On Thu, 16 Aug 2012 16:50:27 -0700, Tim Starling <tstarling(a)wikimedia.org>
wrote:
On 17/08/12 04:16, Daniel Friesen wrote:
Of course. While I have the whole idea for the
ui, backend stuff, how
to handle the service, etc... I haven't done the actual
machine-learning stuff before.
I would think that the actual machine learning stuff would be the hard
part. I stopped using Thunderbird's Bayesian spam tagging feature
years ago, when it started sorting emails from smart people in with
the spam. The computer thought that the smart people were using long
words with a similar frequency to the random dictionary words that
padded out the spam messages.
I haven't worked with machine learning either, but I'm guessing it's
not as simple as feeding a pre-tagged data set into a stock Bayesian
filter library.
-- Tim Starling
Yeah, Bayesian is probably too old to use.
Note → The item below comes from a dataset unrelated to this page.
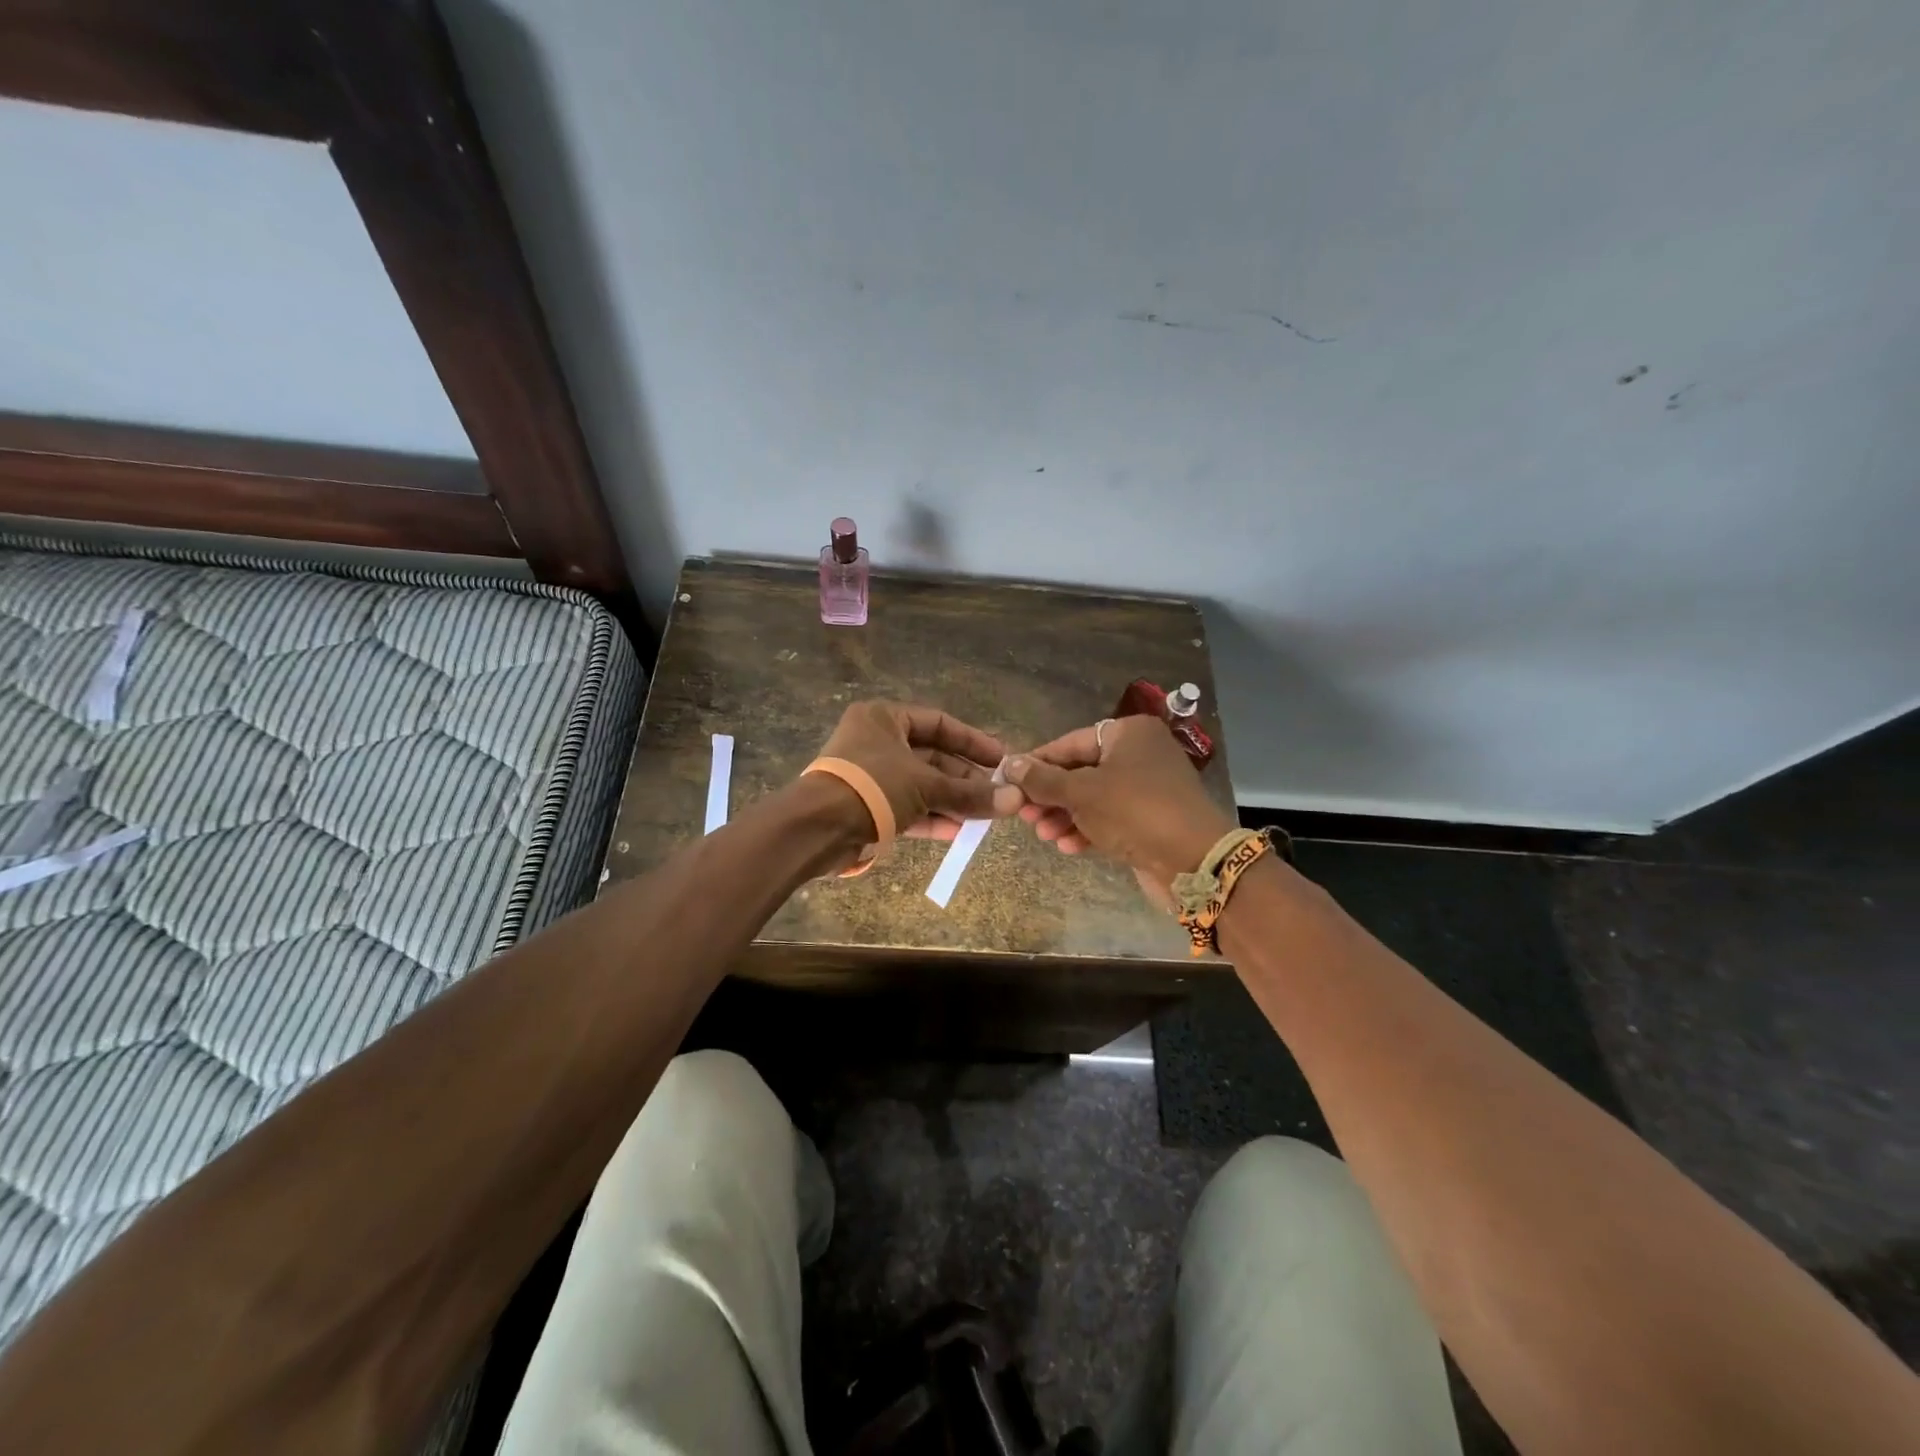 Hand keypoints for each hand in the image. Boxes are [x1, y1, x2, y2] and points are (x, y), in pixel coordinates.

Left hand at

ClueBot NG appears to be using
an
Abstract Neural Network [ANN] implementation to do it's spam testing.
From the documentation [ClueBot NG] it sounds like one of the trickier
parts
is understanding the WikiText enough to extract the words needed and whanot
out of it.
[ANN]
https://en.wikipedia.org/wiki/Artificial_neural_network
[ClueBot NG]
https://en.wikipedia.org/wiki/User:ClueBot_NG
--
~Daniel Friesen (Dantman, Nadir-Seen-Fire) [
http://daniel.friesen.name]